第146話 25 レムドリアの影
応接室ということで、廊下よりはよほど豪華に飾られた部屋だが、それでも過剰なものはない。
ゆったりとしたソファーには初老の男性が座り、その背後には騎士が一名と、軽装鎧の少年が一人立っていた。
「本日はお招きいただきありがとうございます」
セイと一緒にマコも同じように礼をする。
「椿さん……」
セイの挨拶が終わる間もなく、少年が声を上げていた。
「リョウ、知り合いか?」
「はい閣下。僕と同じ勇者です」
「ほほう、すると共に勇者を従えているというわけか。この偶然はなんだろうな」
そう言って大公は笑った。そのままセイにソファーを勧める。
しかしこの大公、落ち着いている。それに対して勇者の方は、完全に狼狽している。
勇者と言えど、しょせんは高校生。貫禄が違う。
セイの背後に立ったマコを、じっと見つめている。
「ふむ、知らせには人を探していると書いてあったが……」
「はい、そちらの勇者を探していました」
「なんと、探し人はリョウであったか」
大公は自分の隣を示し、リョウと呼ばれた少年に座るよう勧めた。
そして同時にセイの隣へ、マコが座るように勧める。
「まずは名乗ろう。私がクライア公国大公、グエルス・ゼト・クライアだ」
「改めまして、神聖オーガス帝国公爵、セイ・クリストール・パーラです」
視線で促されて、マコが名乗る。
「椿真子です。マコが名前になります」
「そしてこの者が、坂本良太。この国の名乗りに合わせると、リョウタ・サカモトということになるな」
運ばれてきた茶を飲むグエルス。ゆったりとした動きの中に、余裕を感じさせる。
カーラを思い出させる。高貴さを隠さない威厳とでも言うのだろうか。
一度だけ会ったオーガス皇帝にも感じたのと同じものだ。
ちなみに、リアからそういうものを感じたことはほとんどない。
「して、何ゆえリョウを探していたのだ?」
「話は長くなりますが……」
セイは隠し事をせず、この世界に来てからのことを語った。
「待て、話が大きすぎる」
話し始めてすぐ、グエルスはセイを制止した。
「マルクスを呼べ」
扉の傍に控えていた女官が退室する。しばらくして、ごく平凡な官僚風の男が入ってきた。
「マルクス、参りました」
「うむ、ご苦労」
セイはもはや自動的に鑑定をして、その男の技能を見抜いていた。
看破の技能持ちだ。称号や身分は晒しても構わないだろう。祝福などはより高い偽装隠蔽で隠しておこう。

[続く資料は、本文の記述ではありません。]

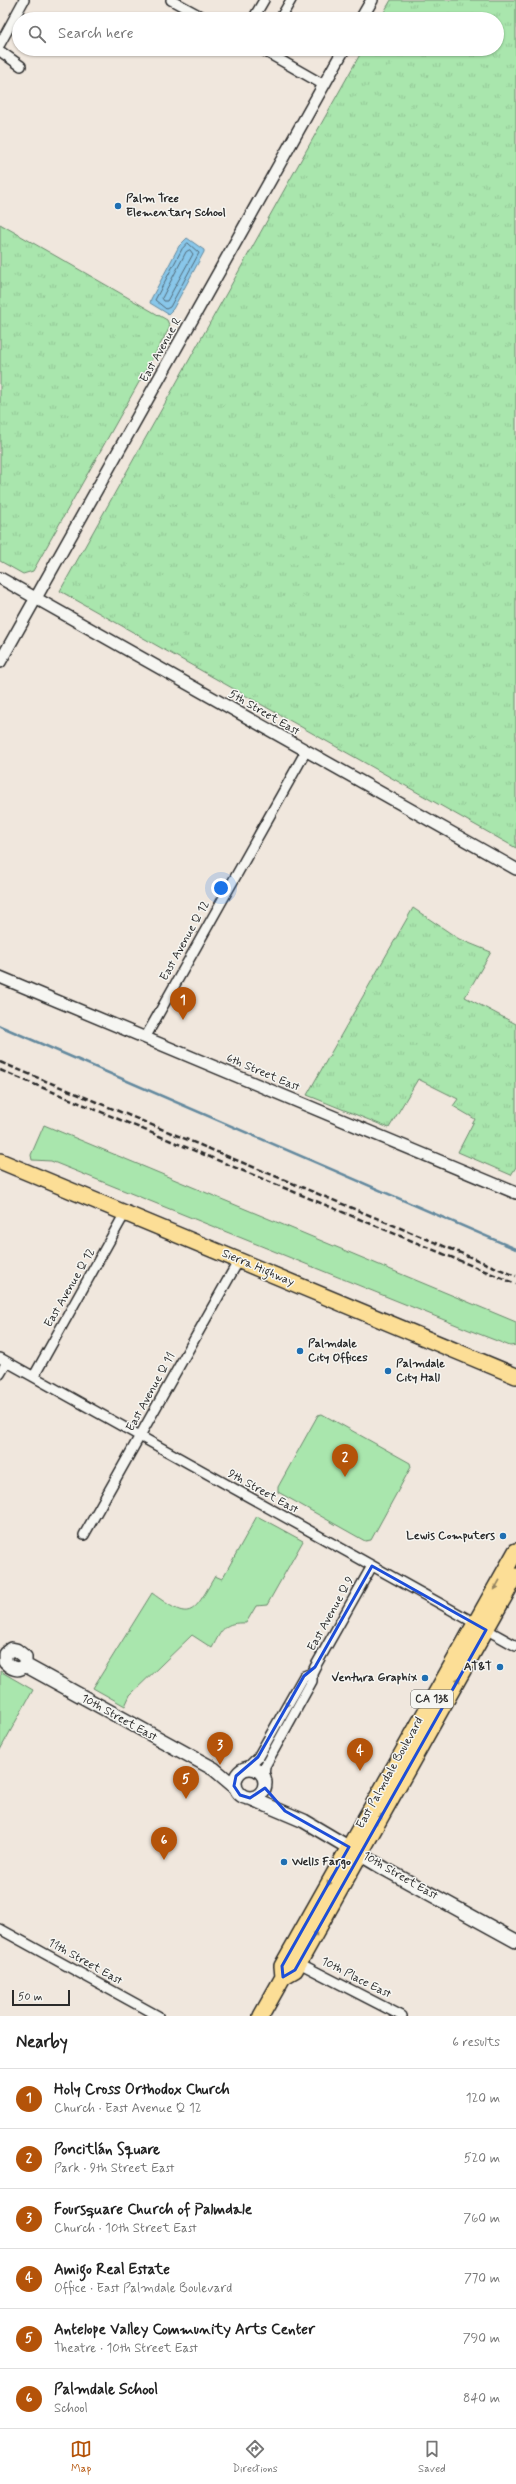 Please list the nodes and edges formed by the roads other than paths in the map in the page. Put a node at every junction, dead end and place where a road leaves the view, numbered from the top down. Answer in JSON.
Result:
{"nodes":[{"id":1,"x":24,"y":0,"type":"edge"},
{"id":2,"x":171,"y":0,"type":"edge"},
{"id":3,"x":264,"y":0,"type":"edge"},
{"id":4,"x":291,"y":0,"type":"edge"},
{"id":5,"x":372,"y":0,"type":"edge"},
{"id":6,"x":17,"y":12,"type":"edge"},
{"id":7,"x":193,"y":12,"type":"edge"},
{"id":8,"x":257,"y":12,"type":"edge"},
{"id":9,"x":284,"y":12,"type":"edge"},
{"id":10,"x":365,"y":12,"type":"edge"},
{"id":11,"x":12,"y":22,"type":"edge"},
{"id":12,"x":0,"y":44,"type":"edge"},
{"id":13,"x":0,"y":51,"type":"edge"},
{"id":14,"x":274,"y":56,"type":"edge"},
{"id":15,"x":340,"y":56,"type":"edge"},
{"id":16,"x":21,"y":66,"type":"dead end"},
{"id":17,"x":324,"y":85,"type":"junction"},
{"id":18,"x":0,"y":578,"type":"edge"},
{"id":19,"x":36,"y":599,"type":"junction"},
{"id":20,"x":0,"y":662,"type":"edge"},
{"id":21,"x":306,"y":751,"type":"junction"},
{"id":22,"x":516,"y":869,"type":"edge"},
{"id":23,"x":0,"y":977,"type":"edge"},
{"id":24,"x":145,"y":1038,"type":"junction"},
{"id":25,"x":0,"y":1161,"type":"edge"},
{"id":26,"x":516,"y":1193,"type":"edge"},
{"id":27,"x":125,"y":1212,"type":"junction"},
{"id":28,"x":239,"y":1260,"type":"junction"},
{"id":29,"x":4,"y":1360,"type":"edge"},
{"id":30,"x":512,"y":1371,"type":"edge"},
{"id":31,"x":0,"y":1374,"type":"edge"},
{"id":32,"x":34,"y":1376,"type":"junction"},
{"id":33,"x":140,"y":1437,"type":"junction"},
{"id":34,"x":84,"y":1536,"type":"dead end"},
{"id":35,"x":516,"y":1551,"type":"edge"},
{"id":36,"x":372,"y":1566,"type":"junction"},
{"id":37,"x":516,"y":1576,"type":"edge"},
{"id":38,"x":481,"y":1626,"type":"junction"},
{"id":39,"x":516,"y":1646,"type":"edge"},
{"id":40,"x":3,"y":1653,"type":"edge"},
{"id":41,"x":312,"y":1673,"type":"junction"},
{"id":42,"x":214,"y":1769,"type":"junction"},
{"id":43,"x":243,"y":1770,"type":"junction"},
{"id":44,"x":264,"y":1782,"type":"junction"},
{"id":45,"x":234,"y":1786,"type":"junction"},
{"id":46,"x":250,"y":1798,"type":"junction"},
{"id":47,"x":285,"y":1811,"type":"junction"},
{"id":48,"x":354,"y":1850,"type":"junction"},
{"id":49,"x":0,"y":1929,"type":"edge"},
{"id":50,"x":516,"y":1941,"type":"edge"},
{"id":51,"x":299,"y":1963,"type":"junction"},
{"id":52,"x":283,"y":1977,"type":"junction"},
{"id":53,"x":158,"y":2016,"type":"edge"},
{"id":54,"x":261,"y":2016,"type":"edge"},
{"id":55,"x":402,"y":2016,"type":"edge"}],
"edges":[{"from":1,"to":6,"type":"street"},
{"from":2,"to":7,"type":"street"},
{"from":3,"to":8,"type":"street"},
{"from":4,"to":9,"type":"street"},
{"from":5,"to":10,"type":"street"},
{"from":11,"to":12,"type":"street"},
{"from":13,"to":16,"type":"street"},
{"from":14,"to":17,"type":"street"},
{"from":15,"to":17,"type":"street","name":"East Avenue R"},
{"from":17,"to":19,"type":"street","name":"East Avenue R"},
{"from":18,"to":19,"type":"street","name":"5th Street East"},
{"from":19,"to":20,"type":"street","name":"East Avenue R"},
{"from":19,"to":21,"type":"street","name":"5th Street East"},
{"from":21,"to":22,"type":"street","name":"5th Street East"},
{"from":21,"to":24,"type":"street","name":"East Avenue Q 12"},
{"from":23,"to":24,"type":"street","name":"6th Street East"},
{"from":24,"to":26,"type":"street","name":"6th Street East"},
{"from":25,"to":27,"type":"highway","name":"Sierra Highway"},
{"from":27,"to":28,"type":"highway","name":"Sierra Highway"},
{"from":27,"to":32,"type":"street","name":"East Avenue Q 12"},
{"from":28,"to":30,"type":"highway","name":"Sierra Highway"},
{"from":28,"to":33,"type":"street","name":"East Avenue Q 11"},
{"from":29,"to":31,"type":"street"},
{"from":29,"to":32,"type":"street","name":"9th Street East"},
{"from":32,"to":33,"type":"street","name":"9th Street East"},
{"from":33,"to":34,"type":"street","name":"East Avenue Q 11"},
{"from":33,"to":36,"type":"street","name":"9th Street East"},
{"from":35,"to":38,"type":"highway","name":"East Palmdale Boulevard","number":"CA 138","one_way":true},
{"from":36,"to":38,"type":"street","name":"9th Street East"},
{"from":36,"to":41,"type":"street","name":"East Avenue Q 9"},
{"from":37,"to":38,"type":"highway","name":"East Palmdale Boulevard","number":"CA 138"},
{"from":38,"to":39,"type":"street","name":"9th Street East"},
{"from":38,"to":48,"type":"highway","name":"East Palmdale Boulevard","number":"CA 138"},
{"from":40,"to":42,"type":"main road","name":"10th Street East"},
{"from":41,"to":43,"type":"street","name":"East Avenue Q 9","one_way":true},
{"from":41,"to":44,"type":"street","name":"East Avenue Q 9"},
{"from":42,"to":43,"type":"main road","name":"10th Street East"},
{"from":42,"to":45,"type":"main road","name":"10th Street East"},
{"from":43,"to":44,"type":"main road"},
{"from":43,"to":45,"type":"main road"},
{"from":44,"to":46,"type":"main road"},
{"from":44,"to":47,"type":"main road","name":"10th Street East"},
{"from":45,"to":46,"type":"main road"},
{"from":46,"to":47,"type":"main road","name":"10th Street East"},
{"from":47,"to":48,"type":"main road","name":"10th Street East"},
{"from":48,"to":50,"type":"main road","name":"10th Street East"},
{"from":51,"to":48,"type":"highway","name":"East Palmdale Boulevard","number":"CA 138","one_way":true},
{"from":48,"to":52,"type":"highway","name":"East Palmdale Boulevard","number":"CA 138","one_way":true},
{"from":49,"to":53,"type":"street","name":"11th Street East"},
{"from":51,"to":52,"type":"highway","name":"East Palmdale Boulevard","number":"CA 138"},
{"from":51,"to":55,"type":"street","name":"10th Place East"},
{"from":52,"to":54,"type":"highway","name":"East Palmdale Boulevard","number":"CA 138"}]}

「この者は看破の技能を持っている。それと、虚言感知の魔法が使える」
確かに術理魔法のレベルが高い。嘘が通用しないということだ。
「申し訳ないが、また最初から話をしてもらえるだろうか」
「もっともなことです。では……」
セイはまた話し始めた。
自分の祝福は隠しておくべきだろう。だがそれ以外を、どこまで話すかが問題だ。
地球の神の存在は軽く流し、神竜との出会い、リアとカーラの話から始める。
何より分かって貰いたい事は、勇者の存在が世界の破滅につながるということだ。
もっとも地球側が破壊されるということは黙っておく。嘘ではないが真実でもないというところだ。
「信じられん……」
グエルスは呻くように言った。マルクスを振り返る。
「閣下、この方は一切嘘を申しておりませんでした」
「なるほど……だが全てを話したわけではないのではないか? 卿がだまされているという可能性もあるだろう」
「確かに。神竜から私の得た祝福は、看破でも見えないように隠しています。ですが勇者が諸刃の刃ということは本当のはずです。私はそのために呼ばれたのですから」
神竜の騎士の称号。公爵の身分。それらは隠していない。その方が説得力が増すからだ。
大蛇殺しや不死殺しの称号も隠していない。隠しておくべきことは、詳細なセイの戦闘力。
この動乱の地でセイがどれだけの戦力を有しているか、それを知れば利用しようとする者が多いだろう。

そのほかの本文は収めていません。